━━━━━ Listed records ━━━━━
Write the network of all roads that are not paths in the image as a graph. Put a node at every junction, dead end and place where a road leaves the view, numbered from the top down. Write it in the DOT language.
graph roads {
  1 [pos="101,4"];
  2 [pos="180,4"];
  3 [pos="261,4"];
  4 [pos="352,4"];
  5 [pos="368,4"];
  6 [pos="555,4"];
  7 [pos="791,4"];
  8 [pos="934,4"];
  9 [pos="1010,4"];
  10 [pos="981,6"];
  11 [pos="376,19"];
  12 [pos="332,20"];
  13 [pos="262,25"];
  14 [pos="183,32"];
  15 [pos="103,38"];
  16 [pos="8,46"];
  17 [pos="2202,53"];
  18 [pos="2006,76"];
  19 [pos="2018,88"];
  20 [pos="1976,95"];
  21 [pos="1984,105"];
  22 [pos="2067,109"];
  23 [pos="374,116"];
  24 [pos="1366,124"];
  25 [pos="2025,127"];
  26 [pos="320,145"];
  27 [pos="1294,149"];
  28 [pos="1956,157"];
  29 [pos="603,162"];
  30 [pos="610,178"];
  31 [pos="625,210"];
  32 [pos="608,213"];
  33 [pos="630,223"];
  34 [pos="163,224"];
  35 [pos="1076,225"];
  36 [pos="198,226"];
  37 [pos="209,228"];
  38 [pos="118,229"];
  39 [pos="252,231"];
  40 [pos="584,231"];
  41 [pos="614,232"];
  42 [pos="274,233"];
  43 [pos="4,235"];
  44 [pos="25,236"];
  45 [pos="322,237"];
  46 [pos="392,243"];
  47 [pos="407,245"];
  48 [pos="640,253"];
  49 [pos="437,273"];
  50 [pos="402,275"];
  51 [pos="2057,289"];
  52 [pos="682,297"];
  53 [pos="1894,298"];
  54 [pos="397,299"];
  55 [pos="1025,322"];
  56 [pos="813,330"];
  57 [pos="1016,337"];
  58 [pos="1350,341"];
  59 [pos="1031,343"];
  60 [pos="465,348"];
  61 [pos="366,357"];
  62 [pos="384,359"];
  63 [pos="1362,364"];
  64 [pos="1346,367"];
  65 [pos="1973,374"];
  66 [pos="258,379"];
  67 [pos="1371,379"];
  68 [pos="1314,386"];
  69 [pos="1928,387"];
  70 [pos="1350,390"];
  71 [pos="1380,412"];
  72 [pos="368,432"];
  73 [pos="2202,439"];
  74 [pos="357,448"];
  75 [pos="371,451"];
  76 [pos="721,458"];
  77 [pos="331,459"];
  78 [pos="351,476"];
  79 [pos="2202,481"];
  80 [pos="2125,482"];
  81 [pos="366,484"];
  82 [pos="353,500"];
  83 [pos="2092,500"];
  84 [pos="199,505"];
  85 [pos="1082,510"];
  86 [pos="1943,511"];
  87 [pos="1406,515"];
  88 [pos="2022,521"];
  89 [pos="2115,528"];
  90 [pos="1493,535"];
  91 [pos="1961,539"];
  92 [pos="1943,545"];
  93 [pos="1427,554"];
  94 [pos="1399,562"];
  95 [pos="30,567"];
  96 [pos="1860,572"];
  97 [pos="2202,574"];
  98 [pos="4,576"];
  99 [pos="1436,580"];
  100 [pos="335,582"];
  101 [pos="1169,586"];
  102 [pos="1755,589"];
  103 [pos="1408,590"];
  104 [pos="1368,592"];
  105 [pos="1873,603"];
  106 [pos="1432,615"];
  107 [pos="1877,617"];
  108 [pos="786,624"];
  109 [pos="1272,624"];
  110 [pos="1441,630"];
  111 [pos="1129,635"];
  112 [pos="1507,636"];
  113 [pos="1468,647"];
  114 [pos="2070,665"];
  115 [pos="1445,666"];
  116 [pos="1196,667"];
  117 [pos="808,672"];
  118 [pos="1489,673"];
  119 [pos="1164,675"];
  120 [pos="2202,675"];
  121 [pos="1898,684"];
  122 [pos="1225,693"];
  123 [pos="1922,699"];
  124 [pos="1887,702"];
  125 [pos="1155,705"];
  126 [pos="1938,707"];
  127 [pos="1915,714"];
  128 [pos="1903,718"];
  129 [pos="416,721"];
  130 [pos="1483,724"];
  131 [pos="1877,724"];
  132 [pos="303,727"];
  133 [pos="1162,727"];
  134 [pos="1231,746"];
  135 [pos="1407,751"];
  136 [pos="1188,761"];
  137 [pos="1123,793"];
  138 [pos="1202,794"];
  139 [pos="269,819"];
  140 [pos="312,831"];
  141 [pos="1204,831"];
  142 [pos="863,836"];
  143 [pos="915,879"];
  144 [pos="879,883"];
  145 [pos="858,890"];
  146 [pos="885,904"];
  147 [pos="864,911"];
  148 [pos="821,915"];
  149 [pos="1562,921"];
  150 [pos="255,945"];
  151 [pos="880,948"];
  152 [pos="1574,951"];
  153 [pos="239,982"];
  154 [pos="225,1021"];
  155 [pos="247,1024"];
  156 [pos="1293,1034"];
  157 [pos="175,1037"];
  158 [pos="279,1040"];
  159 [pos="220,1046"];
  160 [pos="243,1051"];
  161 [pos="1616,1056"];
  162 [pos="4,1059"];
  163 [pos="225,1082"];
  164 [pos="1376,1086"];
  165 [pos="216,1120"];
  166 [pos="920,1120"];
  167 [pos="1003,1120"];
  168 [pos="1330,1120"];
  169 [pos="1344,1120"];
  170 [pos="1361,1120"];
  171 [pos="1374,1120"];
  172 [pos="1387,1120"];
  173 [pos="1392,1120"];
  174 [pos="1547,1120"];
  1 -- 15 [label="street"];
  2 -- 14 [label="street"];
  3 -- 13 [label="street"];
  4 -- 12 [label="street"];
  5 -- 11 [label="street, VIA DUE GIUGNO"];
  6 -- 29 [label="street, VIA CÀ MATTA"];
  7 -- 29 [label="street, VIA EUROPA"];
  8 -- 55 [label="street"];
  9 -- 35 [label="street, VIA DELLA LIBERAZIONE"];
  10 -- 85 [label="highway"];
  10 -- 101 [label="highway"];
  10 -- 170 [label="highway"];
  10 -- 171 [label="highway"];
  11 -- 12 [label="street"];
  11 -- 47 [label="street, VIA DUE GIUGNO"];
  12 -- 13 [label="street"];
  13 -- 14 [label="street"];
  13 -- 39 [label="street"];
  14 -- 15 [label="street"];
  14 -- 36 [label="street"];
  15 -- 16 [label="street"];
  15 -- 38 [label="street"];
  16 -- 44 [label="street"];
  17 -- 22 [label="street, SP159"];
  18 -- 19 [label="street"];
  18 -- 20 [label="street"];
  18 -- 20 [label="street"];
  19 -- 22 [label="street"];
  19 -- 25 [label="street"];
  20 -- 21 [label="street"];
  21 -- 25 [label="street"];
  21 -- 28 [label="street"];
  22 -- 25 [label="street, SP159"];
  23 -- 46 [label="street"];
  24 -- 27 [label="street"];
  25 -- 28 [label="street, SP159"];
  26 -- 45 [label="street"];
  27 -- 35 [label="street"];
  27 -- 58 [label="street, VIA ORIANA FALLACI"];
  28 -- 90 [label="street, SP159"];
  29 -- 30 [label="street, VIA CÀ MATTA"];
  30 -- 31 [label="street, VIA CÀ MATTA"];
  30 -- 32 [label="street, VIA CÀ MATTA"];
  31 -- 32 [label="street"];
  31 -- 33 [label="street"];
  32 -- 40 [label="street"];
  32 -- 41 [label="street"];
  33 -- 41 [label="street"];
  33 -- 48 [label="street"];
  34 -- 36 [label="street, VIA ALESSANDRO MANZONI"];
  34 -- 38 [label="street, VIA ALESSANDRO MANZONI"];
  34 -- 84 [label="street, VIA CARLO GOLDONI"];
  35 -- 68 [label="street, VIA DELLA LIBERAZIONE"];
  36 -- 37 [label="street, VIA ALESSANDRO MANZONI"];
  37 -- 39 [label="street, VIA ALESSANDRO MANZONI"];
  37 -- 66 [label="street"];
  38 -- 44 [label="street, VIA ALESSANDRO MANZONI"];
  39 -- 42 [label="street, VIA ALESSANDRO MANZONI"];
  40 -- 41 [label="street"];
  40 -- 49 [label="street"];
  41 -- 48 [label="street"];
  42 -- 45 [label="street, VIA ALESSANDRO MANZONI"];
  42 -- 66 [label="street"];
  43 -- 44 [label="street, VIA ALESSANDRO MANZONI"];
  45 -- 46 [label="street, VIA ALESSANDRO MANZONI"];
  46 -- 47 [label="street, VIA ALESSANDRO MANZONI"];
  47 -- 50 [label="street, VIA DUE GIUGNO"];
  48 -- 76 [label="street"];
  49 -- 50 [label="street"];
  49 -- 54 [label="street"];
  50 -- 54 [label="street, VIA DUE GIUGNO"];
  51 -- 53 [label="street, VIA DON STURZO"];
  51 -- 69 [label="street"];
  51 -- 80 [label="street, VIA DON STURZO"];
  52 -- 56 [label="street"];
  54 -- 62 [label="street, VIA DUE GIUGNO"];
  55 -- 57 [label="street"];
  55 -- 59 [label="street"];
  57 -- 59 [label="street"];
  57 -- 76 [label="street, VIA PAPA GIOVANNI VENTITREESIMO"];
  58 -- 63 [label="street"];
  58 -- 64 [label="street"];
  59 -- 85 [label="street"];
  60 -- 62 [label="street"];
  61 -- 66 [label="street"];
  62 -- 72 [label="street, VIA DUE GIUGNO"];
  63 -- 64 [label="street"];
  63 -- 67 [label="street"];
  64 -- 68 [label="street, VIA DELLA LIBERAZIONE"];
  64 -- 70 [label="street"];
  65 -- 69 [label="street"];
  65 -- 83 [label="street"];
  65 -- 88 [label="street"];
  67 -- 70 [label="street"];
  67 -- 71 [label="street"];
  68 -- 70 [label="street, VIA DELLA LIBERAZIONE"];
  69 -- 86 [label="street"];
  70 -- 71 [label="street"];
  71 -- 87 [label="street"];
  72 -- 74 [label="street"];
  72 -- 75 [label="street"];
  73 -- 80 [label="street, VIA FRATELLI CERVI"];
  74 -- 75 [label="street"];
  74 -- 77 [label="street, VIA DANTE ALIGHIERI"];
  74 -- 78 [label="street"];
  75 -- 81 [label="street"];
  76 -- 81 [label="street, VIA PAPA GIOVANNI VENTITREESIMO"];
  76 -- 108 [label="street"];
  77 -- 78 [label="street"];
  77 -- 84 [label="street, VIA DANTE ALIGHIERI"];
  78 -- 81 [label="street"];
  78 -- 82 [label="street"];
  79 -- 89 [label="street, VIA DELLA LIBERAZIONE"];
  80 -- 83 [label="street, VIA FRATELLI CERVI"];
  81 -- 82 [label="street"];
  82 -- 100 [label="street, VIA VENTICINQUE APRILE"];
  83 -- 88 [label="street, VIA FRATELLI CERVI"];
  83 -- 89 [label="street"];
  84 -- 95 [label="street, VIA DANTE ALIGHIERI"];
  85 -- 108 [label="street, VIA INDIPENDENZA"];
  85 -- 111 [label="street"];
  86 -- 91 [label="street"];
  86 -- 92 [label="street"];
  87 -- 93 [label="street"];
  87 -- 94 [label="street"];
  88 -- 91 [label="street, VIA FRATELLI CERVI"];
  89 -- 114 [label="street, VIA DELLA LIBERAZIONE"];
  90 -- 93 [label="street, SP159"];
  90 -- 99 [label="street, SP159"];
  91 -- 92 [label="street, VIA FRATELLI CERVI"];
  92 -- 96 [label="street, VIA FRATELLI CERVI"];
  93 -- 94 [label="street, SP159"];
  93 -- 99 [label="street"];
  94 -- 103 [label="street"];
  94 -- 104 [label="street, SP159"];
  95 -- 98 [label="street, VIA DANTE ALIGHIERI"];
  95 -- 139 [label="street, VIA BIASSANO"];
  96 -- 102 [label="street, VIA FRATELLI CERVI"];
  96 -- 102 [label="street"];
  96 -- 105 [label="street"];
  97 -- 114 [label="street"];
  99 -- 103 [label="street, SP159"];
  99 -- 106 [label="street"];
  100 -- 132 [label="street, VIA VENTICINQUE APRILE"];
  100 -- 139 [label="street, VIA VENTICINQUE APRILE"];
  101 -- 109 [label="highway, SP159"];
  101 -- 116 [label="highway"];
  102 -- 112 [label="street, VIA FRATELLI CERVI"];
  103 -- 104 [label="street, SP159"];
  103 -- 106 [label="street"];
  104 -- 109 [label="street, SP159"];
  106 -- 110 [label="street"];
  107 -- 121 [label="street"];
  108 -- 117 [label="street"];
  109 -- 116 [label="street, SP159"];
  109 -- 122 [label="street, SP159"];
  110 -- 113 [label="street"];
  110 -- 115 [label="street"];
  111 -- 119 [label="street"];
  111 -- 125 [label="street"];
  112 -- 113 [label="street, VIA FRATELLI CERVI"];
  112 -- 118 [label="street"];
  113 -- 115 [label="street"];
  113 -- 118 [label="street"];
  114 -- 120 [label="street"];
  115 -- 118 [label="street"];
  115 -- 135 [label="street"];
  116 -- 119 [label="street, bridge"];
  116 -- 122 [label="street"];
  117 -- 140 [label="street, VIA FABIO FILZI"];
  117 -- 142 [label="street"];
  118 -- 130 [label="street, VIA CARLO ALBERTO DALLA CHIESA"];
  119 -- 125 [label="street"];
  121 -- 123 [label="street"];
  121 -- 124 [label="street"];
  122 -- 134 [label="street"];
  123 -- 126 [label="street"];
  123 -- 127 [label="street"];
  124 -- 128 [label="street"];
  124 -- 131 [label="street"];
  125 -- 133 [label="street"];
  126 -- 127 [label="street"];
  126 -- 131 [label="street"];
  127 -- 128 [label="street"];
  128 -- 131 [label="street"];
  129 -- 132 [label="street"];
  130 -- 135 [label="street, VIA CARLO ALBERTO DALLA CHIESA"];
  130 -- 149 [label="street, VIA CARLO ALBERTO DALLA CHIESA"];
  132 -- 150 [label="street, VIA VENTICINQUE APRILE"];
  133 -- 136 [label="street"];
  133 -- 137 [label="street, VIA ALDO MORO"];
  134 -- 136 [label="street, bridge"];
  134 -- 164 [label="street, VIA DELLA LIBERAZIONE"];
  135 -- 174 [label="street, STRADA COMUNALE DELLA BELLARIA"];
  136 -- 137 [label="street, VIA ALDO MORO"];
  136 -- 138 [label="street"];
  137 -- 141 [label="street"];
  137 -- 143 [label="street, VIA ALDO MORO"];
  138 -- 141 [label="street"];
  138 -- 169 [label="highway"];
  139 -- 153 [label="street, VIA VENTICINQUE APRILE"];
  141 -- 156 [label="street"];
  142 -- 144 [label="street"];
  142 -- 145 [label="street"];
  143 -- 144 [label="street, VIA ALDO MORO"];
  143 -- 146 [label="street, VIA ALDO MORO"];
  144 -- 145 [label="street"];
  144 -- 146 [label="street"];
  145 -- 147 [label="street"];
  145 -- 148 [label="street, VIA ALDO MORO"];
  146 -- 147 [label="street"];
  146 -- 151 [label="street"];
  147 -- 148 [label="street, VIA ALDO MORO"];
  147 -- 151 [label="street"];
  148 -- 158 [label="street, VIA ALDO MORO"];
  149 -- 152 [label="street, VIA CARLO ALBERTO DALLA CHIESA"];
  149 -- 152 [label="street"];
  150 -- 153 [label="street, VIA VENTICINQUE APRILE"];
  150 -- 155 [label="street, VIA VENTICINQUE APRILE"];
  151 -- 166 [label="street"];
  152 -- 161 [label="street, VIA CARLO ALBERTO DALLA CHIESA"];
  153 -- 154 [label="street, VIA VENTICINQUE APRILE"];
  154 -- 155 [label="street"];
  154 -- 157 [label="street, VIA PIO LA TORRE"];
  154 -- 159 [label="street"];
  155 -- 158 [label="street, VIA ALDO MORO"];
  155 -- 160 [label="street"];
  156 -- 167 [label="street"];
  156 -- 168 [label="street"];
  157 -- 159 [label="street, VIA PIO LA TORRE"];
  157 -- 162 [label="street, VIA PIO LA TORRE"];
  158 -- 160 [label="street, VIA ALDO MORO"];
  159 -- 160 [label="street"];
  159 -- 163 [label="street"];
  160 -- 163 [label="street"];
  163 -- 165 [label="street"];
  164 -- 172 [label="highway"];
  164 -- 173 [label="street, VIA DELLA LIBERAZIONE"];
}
━━━━━
▶ _Work instruction_: Locate the lines above that hold the word "ALIGHIERI". Show every one of them.

▶ _Answer for the task_:
  74 -- 77 [label="street, VIA DANTE ALIGHIERI"];
  77 -- 84 [label="street, VIA DANTE ALIGHIERI"];
  84 -- 95 [label="street, VIA DANTE ALIGHIERI"];
  95 -- 98 [label="street, VIA DANTE ALIGHIERI"];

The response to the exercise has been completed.